The even scarier part, however, is that this is not the same corpse that appears in Emily’s house at the end of the book; That one belonged to her one-time, short-term boyfriend, who invited her over, had dinner with her, and tried to get rid of her a few years after his father’s death. Boy, did he pick the wrong woman. Although Emily is clearly insane, her father’s mistreatment and the resulting psychological damage nonetheless make her an understanding character. So understanding, in fact, that the townspeople help cover up the murder by spreading lime around their house when it starts to smell. (YOU WILL NOT BE MY NEIGHBOR!) So let’s recap how “A Rose for Emily” compares to a Southern Goth novel. Death? Check. Injustice? Check. The grotesque? Double verification. A terrifying inmate with a mysterious past in a seemingly haunted house? Mate.

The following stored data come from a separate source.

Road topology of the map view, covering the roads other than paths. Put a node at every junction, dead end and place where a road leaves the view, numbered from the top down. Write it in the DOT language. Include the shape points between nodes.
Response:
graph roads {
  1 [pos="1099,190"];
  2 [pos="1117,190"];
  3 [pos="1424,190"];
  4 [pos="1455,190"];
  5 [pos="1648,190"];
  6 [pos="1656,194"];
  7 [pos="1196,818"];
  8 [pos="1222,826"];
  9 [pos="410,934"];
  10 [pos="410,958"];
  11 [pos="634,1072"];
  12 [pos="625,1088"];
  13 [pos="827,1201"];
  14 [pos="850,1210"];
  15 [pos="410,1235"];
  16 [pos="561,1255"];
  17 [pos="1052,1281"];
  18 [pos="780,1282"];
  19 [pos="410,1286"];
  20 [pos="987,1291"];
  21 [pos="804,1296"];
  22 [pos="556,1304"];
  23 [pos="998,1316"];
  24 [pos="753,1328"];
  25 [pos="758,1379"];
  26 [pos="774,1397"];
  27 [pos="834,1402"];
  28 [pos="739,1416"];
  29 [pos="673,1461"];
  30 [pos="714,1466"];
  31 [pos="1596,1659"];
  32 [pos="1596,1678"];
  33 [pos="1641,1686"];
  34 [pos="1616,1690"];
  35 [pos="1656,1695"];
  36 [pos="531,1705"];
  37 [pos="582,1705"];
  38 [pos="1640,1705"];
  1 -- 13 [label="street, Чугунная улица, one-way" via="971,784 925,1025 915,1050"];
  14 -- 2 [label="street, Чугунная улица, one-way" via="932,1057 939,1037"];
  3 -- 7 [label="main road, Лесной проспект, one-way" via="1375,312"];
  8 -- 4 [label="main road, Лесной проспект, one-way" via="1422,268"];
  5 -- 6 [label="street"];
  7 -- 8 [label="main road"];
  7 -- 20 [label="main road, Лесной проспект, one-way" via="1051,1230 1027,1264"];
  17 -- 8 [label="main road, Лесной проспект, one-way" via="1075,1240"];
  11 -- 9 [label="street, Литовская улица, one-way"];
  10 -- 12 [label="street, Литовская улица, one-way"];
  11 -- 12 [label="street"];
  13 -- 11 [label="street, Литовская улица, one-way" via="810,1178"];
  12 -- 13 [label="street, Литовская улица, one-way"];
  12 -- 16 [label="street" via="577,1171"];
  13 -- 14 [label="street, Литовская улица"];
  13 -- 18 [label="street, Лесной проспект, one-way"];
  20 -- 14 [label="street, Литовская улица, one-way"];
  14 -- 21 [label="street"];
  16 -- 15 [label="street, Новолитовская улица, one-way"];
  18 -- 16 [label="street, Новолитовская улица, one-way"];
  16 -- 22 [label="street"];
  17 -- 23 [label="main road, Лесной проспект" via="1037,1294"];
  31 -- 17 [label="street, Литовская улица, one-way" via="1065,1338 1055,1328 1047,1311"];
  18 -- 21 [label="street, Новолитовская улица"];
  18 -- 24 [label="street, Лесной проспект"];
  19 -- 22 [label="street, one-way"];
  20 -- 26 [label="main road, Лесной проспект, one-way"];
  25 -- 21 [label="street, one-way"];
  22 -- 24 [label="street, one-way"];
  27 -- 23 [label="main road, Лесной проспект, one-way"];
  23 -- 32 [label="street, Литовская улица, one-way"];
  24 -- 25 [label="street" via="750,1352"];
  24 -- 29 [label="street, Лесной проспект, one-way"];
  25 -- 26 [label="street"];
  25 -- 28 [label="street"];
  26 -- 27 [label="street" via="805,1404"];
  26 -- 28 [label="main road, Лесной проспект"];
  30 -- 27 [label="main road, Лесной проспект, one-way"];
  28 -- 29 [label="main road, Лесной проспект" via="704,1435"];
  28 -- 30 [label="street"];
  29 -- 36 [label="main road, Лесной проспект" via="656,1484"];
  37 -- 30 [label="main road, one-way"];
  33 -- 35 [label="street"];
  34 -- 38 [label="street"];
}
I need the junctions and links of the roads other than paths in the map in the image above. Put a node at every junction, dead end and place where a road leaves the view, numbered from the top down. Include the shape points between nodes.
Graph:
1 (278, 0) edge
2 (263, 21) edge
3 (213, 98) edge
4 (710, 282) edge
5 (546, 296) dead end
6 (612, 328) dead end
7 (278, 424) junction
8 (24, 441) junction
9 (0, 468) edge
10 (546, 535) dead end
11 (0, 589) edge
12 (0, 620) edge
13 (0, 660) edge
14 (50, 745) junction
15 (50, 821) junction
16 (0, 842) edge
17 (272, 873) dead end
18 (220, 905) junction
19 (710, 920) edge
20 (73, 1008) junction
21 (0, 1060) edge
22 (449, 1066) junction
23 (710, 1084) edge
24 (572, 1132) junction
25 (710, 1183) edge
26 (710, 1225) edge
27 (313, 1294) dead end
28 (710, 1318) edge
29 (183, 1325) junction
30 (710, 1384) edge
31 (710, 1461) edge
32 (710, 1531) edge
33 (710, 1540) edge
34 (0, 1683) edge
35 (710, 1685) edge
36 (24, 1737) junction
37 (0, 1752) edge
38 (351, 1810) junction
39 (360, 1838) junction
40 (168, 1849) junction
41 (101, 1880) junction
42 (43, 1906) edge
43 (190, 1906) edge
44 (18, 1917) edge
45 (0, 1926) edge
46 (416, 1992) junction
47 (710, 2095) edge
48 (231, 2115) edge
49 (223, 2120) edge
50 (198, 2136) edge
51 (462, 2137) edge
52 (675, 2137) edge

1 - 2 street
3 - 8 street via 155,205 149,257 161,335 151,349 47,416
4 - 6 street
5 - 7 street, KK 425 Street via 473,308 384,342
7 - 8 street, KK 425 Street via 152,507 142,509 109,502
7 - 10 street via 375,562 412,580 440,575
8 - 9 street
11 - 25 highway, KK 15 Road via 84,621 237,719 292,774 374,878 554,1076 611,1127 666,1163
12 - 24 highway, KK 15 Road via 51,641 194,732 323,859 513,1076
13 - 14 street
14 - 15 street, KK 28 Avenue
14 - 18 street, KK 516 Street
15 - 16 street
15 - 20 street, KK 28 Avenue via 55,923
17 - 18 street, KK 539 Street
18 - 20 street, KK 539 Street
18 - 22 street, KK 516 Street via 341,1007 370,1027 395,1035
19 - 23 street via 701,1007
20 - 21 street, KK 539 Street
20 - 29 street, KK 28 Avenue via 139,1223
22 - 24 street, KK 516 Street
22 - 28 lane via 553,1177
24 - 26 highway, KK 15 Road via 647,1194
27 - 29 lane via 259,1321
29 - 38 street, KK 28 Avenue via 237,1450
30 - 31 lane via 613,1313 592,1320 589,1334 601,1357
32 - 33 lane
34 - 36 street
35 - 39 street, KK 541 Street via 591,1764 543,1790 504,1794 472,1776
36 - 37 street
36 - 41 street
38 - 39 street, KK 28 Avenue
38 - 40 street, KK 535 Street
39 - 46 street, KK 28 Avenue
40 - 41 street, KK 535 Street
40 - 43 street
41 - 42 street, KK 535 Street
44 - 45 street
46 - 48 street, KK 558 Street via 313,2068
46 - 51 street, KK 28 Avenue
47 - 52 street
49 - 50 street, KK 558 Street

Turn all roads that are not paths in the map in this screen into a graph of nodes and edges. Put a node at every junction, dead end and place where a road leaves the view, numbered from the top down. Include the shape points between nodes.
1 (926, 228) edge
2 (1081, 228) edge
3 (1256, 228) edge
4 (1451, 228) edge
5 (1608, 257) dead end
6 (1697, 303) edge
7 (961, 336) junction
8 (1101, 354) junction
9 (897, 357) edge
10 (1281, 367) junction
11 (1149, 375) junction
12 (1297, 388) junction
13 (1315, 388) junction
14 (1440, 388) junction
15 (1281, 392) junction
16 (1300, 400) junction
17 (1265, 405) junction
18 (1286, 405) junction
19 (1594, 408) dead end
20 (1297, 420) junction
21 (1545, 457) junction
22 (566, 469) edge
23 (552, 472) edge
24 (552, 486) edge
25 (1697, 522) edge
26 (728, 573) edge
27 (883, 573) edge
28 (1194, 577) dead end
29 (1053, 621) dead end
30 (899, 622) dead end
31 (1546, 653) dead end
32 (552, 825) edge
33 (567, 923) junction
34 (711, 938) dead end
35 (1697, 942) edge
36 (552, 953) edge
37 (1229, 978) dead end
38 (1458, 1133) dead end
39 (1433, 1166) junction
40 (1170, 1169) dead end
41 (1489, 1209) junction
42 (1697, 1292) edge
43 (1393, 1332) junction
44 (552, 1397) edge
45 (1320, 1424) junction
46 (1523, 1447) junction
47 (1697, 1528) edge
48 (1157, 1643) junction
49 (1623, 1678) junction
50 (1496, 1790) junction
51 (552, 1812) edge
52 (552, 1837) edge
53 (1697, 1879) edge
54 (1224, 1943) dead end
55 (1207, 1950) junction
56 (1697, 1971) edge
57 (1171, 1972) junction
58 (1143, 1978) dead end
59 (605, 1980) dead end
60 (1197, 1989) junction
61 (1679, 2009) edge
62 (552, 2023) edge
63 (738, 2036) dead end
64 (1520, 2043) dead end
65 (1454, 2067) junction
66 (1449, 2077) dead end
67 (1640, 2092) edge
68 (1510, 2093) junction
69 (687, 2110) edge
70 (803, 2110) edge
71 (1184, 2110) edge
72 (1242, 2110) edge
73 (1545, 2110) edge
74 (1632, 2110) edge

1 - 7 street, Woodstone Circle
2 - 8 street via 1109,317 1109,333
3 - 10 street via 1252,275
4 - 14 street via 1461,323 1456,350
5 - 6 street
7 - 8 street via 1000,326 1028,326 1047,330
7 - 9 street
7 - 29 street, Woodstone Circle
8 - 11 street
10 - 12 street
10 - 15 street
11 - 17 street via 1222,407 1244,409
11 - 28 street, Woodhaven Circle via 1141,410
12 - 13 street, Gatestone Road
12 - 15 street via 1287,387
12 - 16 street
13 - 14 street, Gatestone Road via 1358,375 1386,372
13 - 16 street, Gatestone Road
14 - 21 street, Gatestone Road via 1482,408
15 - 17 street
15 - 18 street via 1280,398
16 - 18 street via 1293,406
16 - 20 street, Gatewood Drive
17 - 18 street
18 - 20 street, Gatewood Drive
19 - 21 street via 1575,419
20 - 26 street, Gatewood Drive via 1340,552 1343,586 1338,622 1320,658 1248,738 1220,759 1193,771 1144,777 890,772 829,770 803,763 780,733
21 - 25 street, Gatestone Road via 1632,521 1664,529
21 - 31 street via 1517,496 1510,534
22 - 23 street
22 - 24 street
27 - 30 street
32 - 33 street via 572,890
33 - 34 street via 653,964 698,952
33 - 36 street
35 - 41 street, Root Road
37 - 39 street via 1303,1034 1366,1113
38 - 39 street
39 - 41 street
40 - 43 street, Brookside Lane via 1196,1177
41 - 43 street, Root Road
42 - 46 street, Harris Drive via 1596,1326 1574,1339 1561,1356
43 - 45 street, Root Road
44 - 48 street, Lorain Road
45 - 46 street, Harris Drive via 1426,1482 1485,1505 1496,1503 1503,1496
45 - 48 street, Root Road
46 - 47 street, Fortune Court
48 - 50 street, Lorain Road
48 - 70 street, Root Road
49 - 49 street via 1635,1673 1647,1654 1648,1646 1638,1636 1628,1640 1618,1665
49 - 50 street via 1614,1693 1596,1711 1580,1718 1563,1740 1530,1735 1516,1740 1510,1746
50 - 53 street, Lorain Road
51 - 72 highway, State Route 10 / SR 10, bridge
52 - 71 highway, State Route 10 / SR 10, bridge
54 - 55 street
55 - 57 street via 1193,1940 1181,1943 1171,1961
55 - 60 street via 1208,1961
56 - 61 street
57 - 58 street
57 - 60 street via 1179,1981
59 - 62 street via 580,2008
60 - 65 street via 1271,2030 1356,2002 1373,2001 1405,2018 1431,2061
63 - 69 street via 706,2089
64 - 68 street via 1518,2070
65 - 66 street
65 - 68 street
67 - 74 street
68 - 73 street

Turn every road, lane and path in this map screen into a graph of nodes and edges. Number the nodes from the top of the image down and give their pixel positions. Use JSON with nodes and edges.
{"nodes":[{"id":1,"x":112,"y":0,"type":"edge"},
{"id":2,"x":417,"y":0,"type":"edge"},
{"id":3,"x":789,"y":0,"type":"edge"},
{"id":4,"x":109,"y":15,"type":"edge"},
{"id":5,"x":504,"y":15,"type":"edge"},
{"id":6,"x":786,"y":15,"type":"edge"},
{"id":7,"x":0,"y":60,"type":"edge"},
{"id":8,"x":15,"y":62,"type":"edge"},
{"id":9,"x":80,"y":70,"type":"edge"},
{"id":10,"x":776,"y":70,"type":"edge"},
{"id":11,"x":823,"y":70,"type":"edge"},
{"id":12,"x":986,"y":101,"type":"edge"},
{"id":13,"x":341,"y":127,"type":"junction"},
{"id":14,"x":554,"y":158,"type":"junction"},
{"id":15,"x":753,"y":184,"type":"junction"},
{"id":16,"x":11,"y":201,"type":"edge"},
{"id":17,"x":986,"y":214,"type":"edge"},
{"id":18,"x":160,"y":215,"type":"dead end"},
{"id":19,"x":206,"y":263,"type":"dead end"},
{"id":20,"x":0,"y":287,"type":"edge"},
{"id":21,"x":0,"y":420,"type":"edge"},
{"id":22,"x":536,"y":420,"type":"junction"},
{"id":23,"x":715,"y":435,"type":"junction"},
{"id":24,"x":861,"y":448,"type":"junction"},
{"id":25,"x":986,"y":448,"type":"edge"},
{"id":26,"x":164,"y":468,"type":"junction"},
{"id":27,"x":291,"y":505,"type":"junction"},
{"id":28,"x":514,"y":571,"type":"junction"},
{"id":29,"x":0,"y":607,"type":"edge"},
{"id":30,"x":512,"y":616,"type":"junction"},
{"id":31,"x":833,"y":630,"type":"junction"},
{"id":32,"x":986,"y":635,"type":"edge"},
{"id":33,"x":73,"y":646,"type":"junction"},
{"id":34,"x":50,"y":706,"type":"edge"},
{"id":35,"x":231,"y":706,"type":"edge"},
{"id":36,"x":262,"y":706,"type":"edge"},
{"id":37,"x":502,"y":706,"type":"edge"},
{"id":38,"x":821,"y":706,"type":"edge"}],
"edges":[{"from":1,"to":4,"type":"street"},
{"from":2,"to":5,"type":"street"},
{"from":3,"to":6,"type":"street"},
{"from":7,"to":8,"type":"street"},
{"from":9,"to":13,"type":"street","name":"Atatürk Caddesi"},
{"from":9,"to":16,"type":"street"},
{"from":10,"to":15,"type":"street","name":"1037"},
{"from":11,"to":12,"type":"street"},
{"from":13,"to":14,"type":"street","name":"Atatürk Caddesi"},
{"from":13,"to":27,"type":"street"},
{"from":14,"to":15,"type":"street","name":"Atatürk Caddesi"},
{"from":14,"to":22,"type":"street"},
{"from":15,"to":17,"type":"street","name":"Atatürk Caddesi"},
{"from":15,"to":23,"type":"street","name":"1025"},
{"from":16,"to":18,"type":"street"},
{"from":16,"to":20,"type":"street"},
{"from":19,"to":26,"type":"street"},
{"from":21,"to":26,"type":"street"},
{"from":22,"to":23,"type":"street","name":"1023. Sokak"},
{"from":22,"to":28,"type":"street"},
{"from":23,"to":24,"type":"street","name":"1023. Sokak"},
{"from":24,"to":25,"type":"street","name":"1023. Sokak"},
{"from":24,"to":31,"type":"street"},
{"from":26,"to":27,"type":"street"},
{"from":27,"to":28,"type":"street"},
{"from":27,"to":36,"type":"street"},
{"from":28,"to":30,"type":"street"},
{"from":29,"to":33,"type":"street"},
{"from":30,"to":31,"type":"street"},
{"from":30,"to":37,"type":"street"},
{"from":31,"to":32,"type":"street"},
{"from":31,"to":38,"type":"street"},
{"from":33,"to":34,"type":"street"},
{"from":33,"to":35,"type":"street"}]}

Now that we have an idea of ​​what gender is, let’s do a little comparison. One of America’s most widely read and loved Southern Gothic novels is To Kill a Mockingbird, which chronicles Scout and Jem Finch’s shy childhood interactions with local social outcast, Boo Radley. This book may not sound particularly gothic to you, especially if you grew up wanting to befriend Jem and Scout (and possibly even Boo), or have Atticus as a father, but technically speaking, it fits. Let’s take a look at those criteria again.

  1. The supernatural. Granted, Mockingbird isn’t exactly supernatural, but narrated through the eyes of a terrified six-year-old, it might as well be. A scary guy locked in his house for decades because he probably stabbed his father in the leg with scissors? It’s not natural, that’s for sure. The only thing keeping Boo from becoming a full-blown Emily Grierson is the fact that she doesn’t hide any bodies that we know of.
  2. Injustice. Hi boy! Almost every character in the novel is at least somewhat racist, including our lovable narrator from time to time. The plot centers on the trial of Tom Robinson, a black man who is wrongly accused, and ultimately convicted, of raping a white woman, who made up the story to hide her crush on Tom from an abusive father. When Tom tries to escape from prison, he is shot no less than seventeen times. You know, just in case.
  3. The grotesque. While To Kill a Mockingbird isn’t gory, some of its characters can be downright gross. Ms. Dubose is a great example of a grotesque character; She is a humorless bigoted old woman with an unnecessarily possessive attitude towards her camellias, but as we later find out that she is trying to kick a nasty morphine addiction, we end up feeling a bit bad for her. Sometimes all it takes is a drug habit or an authoritarian parent.

So while the two stories may seem very different at first glance, they share a particular combination of Gothic elements that allows them to explore unglamorous the social and cultural issues of the South, be it racism and bigotry or simply the obsolescence of the “Belle of the World.” South “approach to dating. You decide which one is scarier.